Enfin la maison donne aussi entrée à des orphelins pauvres. L’Asile des Orphelins a été long-temps séparé de l’hospice des Enfans-Trouvés. Nos pères, mus en cela par un double sentiment d’économie et de délicatesse, n’avaient pas voulu accorder indistinctement les secours de la charité publique aux enfans du péché et à ceux que la mort avait privés de leurs soutiens naturels. Au commencement de ce siècle, les orphelins habitaient encore une maison à eux, située rue du Faubourg-Saint-Antoine. L’administration n’a vu, de nos jours, aucun inconvénient à réunir sous le même toit ces deux misères. Les orphelins sont maintenant assimilés, dans la maison de la rue d’Enfer, aux enfans trouvés. L’état exerce, vis-à-vis des uns comme des autres, les droits et les devoirs d’une paternité transmise.

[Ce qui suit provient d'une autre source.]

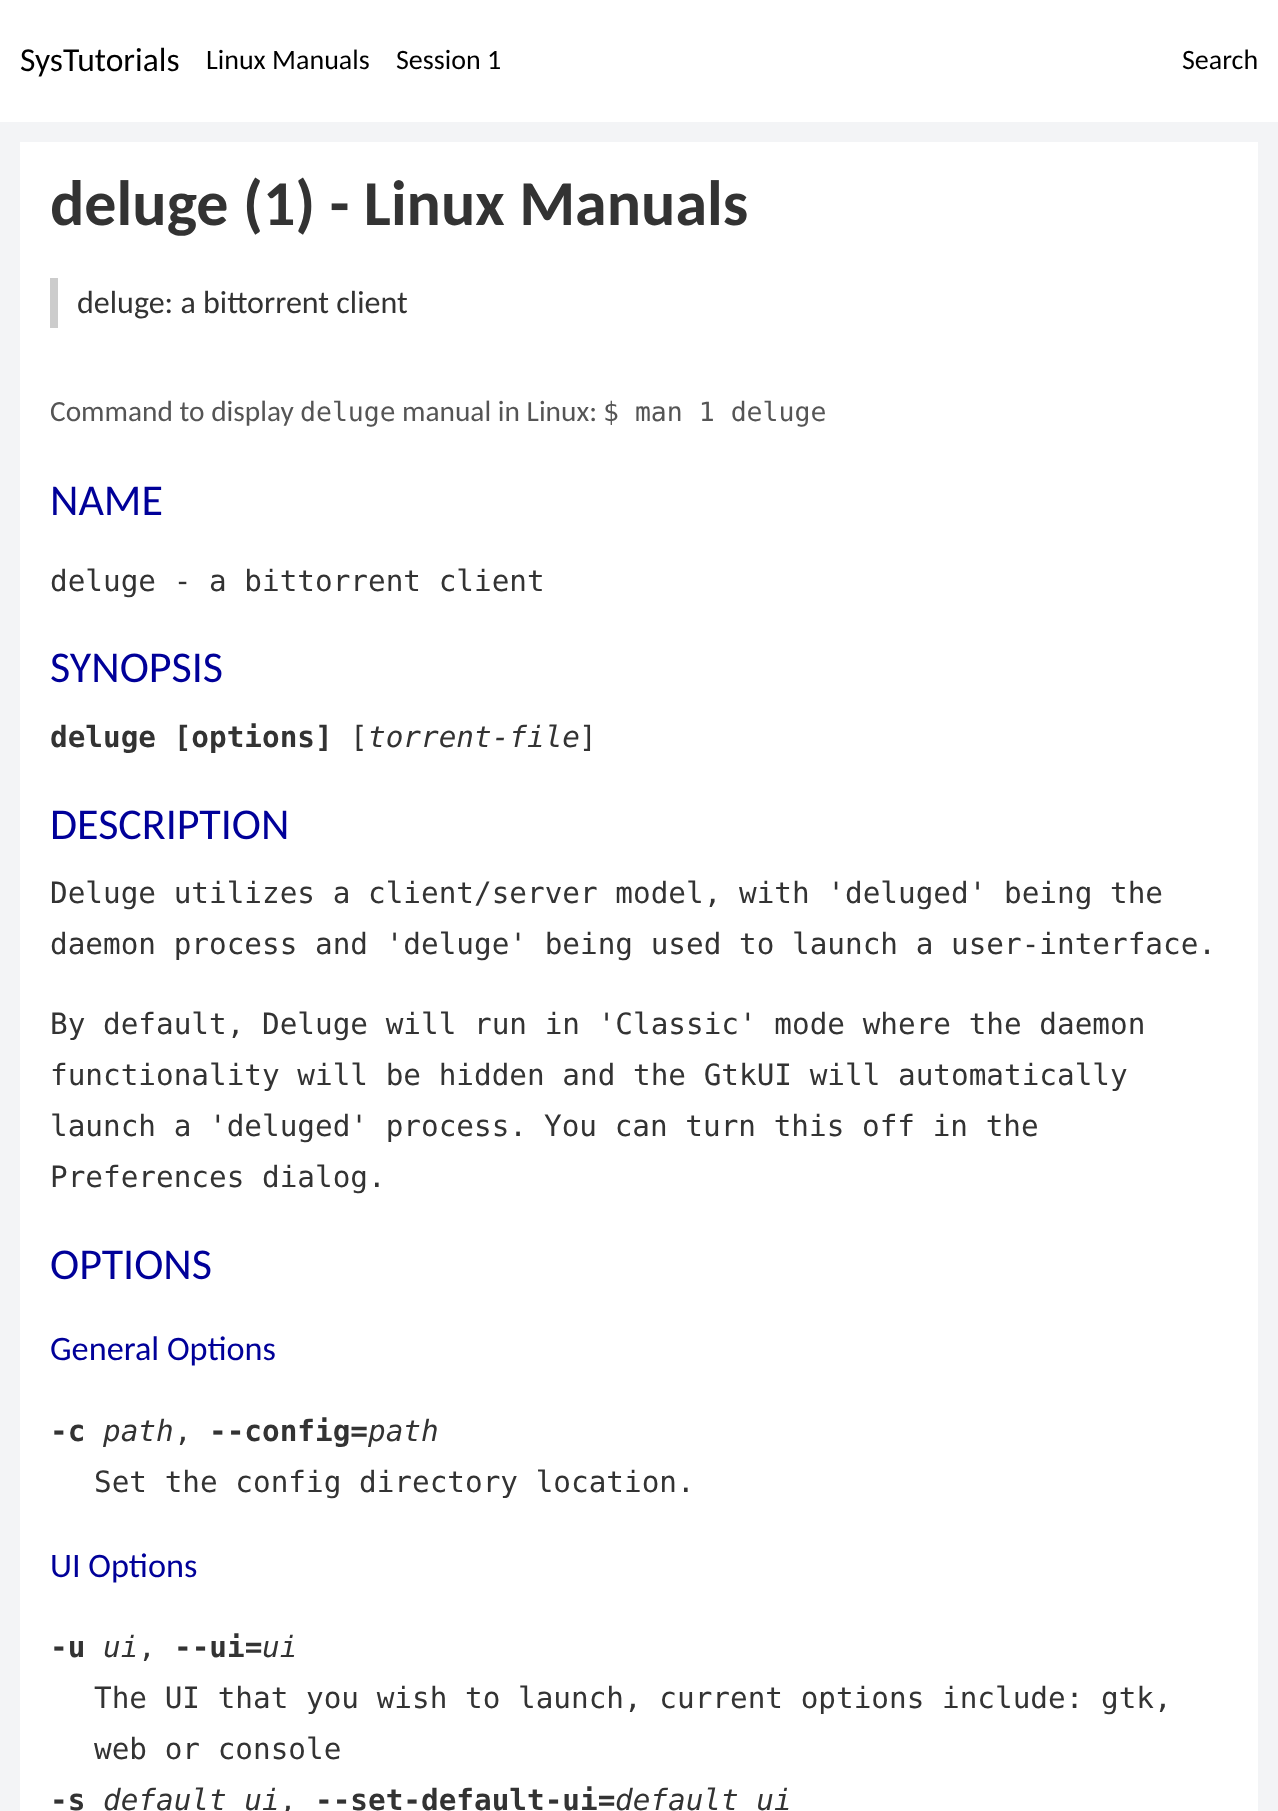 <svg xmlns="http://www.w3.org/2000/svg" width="1278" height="1811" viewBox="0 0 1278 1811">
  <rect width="100%" height="100%" fill="rgb(243,244,246)"/>
  <rect x="0" y="0" width="1278" height="122" fill="rgb(255,255,255)"/>
  <text x="20" y="71" font-family="Carlito" font-size="33.5" fill="rgb(0,0,0)">SysTutorials</text>
  <g font-family="Carlito" font-size="28" fill="rgb(0,0,0)">
    <text x="206" y="69">Linux Manuals</text>
    <text x="396" y="69">Session 1</text>
    <text x="1182" y="69">Search</text>
  </g>
  <rect x="20" y="142" width="1238" height="1669" fill="rgb(255,255,255)"/>
  <text x="50" y="225" font-family="Carlito" font-size="64" font-weight="bold" fill="rgb(51,51,51)">deluge (1) - Linux Manuals</text>
  <rect x="50" y="278" width="8" height="50" fill="rgb(204,204,204)"/>
  <text x="77" y="313" font-family="Carlito" font-size="32" fill="rgb(51,51,51)">deluge: a bittorrent client</text>
  <text x="50" y="421" font-family="Carlito" font-size="29.35" fill="rgb(85,85,85)">Command to display</text>
  <text x="300" y="421" font-family="DejaVu Sans Mono" font-size="26.5" fill="rgb(85,85,85)">deluge</text>
  <text x="402" y="421" font-family="Carlito" font-size="29.35" fill="rgb(85,85,85)">manual in Linux:</text>
  <text x="603" y="421" font-family="DejaVu Sans Mono" font-size="26.5" fill="rgb(85,85,85)">$ man 1 deluge</text>
  <text x="50" y="515" font-family="Carlito" font-size="44" fill="rgb(0,0,153)">NAME</text>
  <text x="50" y="591" font-family="DejaVu Sans Mono" font-size="29.35" fill="rgb(51,51,51)">deluge - a bittorrent client</text>
  <text x="50" y="682" font-family="Carlito" font-size="44" fill="rgb(0,0,153)">SYNOPSIS</text>
  <text x="50" y="747" font-family="DejaVu Sans Mono" font-size="29.35" font-weight="bold" fill="rgb(51,51,51)">deluge [options]</text>
  <text x="350" y="747" font-family="DejaVu Sans Mono" font-size="29.35" fill="rgb(51,51,51)">[</text>
  <text x="368" y="747" font-family="DejaVu Sans Mono" font-size="29.35" font-style="italic" fill="rgb(51,51,51)">torrent-file</text>
  <text x="579" y="747" font-family="DejaVu Sans Mono" font-size="29.35" fill="rgb(51,51,51)">]</text>
  <text x="50" y="839" font-family="Carlito" font-size="44" fill="rgb(0,0,153)">DESCRIPTION</text>
  <g font-family="DejaVu Sans Mono" font-size="29.35" fill="rgb(51,51,51)">
    <text>
      <tspan x="50" y="903">Deluge utilizes a client/server model, with 'deluged' being the</tspan>
      <tspan x="50" y="954">daemon process and 'deluge' being used to launch a user-interface.</tspan>
    </text>
    <text>
      <tspan x="50" y="1034">By default, Deluge will run in 'Classic' mode where the daemon</tspan>
      <tspan x="50" y="1085">functionality will be hidden and the GtkUI will automatically</tspan>
      <tspan x="50" y="1136">launch a 'deluged' process.</tspan>
    </text>
    <text x="544" y="1136">You can turn this off in the</text>
    <text x="50" y="1187">Preferences dialog.</text>
  </g>
  <text x="50" y="1279" font-family="Carlito" font-size="44" fill="rgb(0,0,153)">OPTIONS</text>
  <text x="50" y="1360" font-family="Carlito" font-size="34.25" fill="rgb(0,0,153)">General Options</text>
  <text x="50" y="1441" font-family="DejaVu Sans Mono" font-size="29.35" font-weight="bold" fill="rgb(51,51,51)">-c</text>
  <text x="103" y="1441" font-family="DejaVu Sans Mono" font-size="29.35" font-style="italic" fill="rgb(51,51,51)">path</text>
  <text x="174" y="1441" font-family="DejaVu Sans Mono" font-size="29.35" fill="rgb(51,51,51)">,</text>
  <text x="209" y="1441" font-family="DejaVu Sans Mono" font-size="29.35" font-weight="bold" fill="rgb(51,51,51)">--config=</text>
  <text x="368" y="1441" font-family="DejaVu Sans Mono" font-size="29.35" font-style="italic" fill="rgb(51,51,51)">path</text>
  <text x="94" y="1492" font-family="DejaVu Sans Mono" font-size="29.35" fill="rgb(51,51,51)">Set the config directory location.</text>
  <text x="50" y="1577" font-family="Carlito" font-size="34.25" fill="rgb(0,0,153)">UI Options</text>
  <text x="50" y="1657" font-family="DejaVu Sans Mono" font-size="29.35" font-weight="bold" fill="rgb(51,51,51)">-u</text>
  <text x="103" y="1657" font-family="DejaVu Sans Mono" font-size="29.35" font-style="italic" fill="rgb(51,51,51)">ui</text>
  <text x="138" y="1657" font-family="DejaVu Sans Mono" font-size="29.35" fill="rgb(51,51,51)">,</text>
  <text x="174" y="1657" font-family="DejaVu Sans Mono" font-size="29.35" font-weight="bold" fill="rgb(51,51,51)">--ui=</text>
  <text x="262" y="1657" font-family="DejaVu Sans Mono" font-size="29.35" font-style="italic" fill="rgb(51,51,51)">ui</text>
  <g font-family="DejaVu Sans Mono" font-size="29.35" fill="rgb(51,51,51)">
    <text>
      <tspan x="94" y="1708">The UI that you wish to launch, current options include: gtk,</tspan>
      <tspan x="94" y="1759">web or console</tspan>
    </text>
  </g>
  <text x="50" y="1810" font-family="DejaVu Sans Mono" font-size="29.35" font-weight="bold" fill="rgb(51,51,51)">-s</text>
  <text x="103" y="1810" font-family="DejaVu Sans Mono" font-size="29.35" font-style="italic" fill="rgb(51,51,51)">default_ui</text>
  <text x="279" y="1810" font-family="DejaVu Sans Mono" font-size="29.35" fill="rgb(51,51,51)">,</text>
  <text x="315" y="1810" font-family="DejaVu Sans Mono" font-size="29.35" font-weight="bold" fill="rgb(51,51,51)">--set-default-ui=</text>
  <text x="615" y="1810" font-family="DejaVu Sans Mono" font-size="29.35" font-style="italic" fill="rgb(51,51,51)">default_ui</text>
</svg>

La population de l’hospice peut, on le voit, se diviser en deux classes, l’une qui demeure à la campagne, et l’autre qui réside dans l’intérieur ; cette dernière n’est jamais d’ailleurs bien stable. En voyant des enfans de tout âge passer dans les cours de la maison, un observateur superficiel pourrait croire qu’ils ont grandi sous ces bâtimens rigides et séculaires, dont les toits couverts de mousse s’élèvent parmi des clochetons et des têtes d’arbres. Il ne faut pas s’y tromper : ces enfans ne sont point les fils ni les filles de l’hospice ; cette population adolescente n’a pas été élevée dans ces murs ; elle se compose d’enfans abandonnés qui attendent leur départ pour la campagne. S’il se rencontre encore des personnes qui se figurent un hospice d’enfans trouvés comme une grande maison d’allaitement ou de sevrage, dans laquelle on nourrit et l’on soigne en commun des nouveau-nés jusqu’à l’âge adulte, ces personnes ont tort, et nous les engageons à se séparer d’une erreur dangereuse. La science n’a pas trouvé jusqu’ici d’appareil pour élever les enfans à une chaleur artificielle : non, il leur faut, à ces nouveau-nés, le sein de la femme pour les réchauffer ; il leur faut de plus une maison, un foyer domestique pour les conserver à la vie.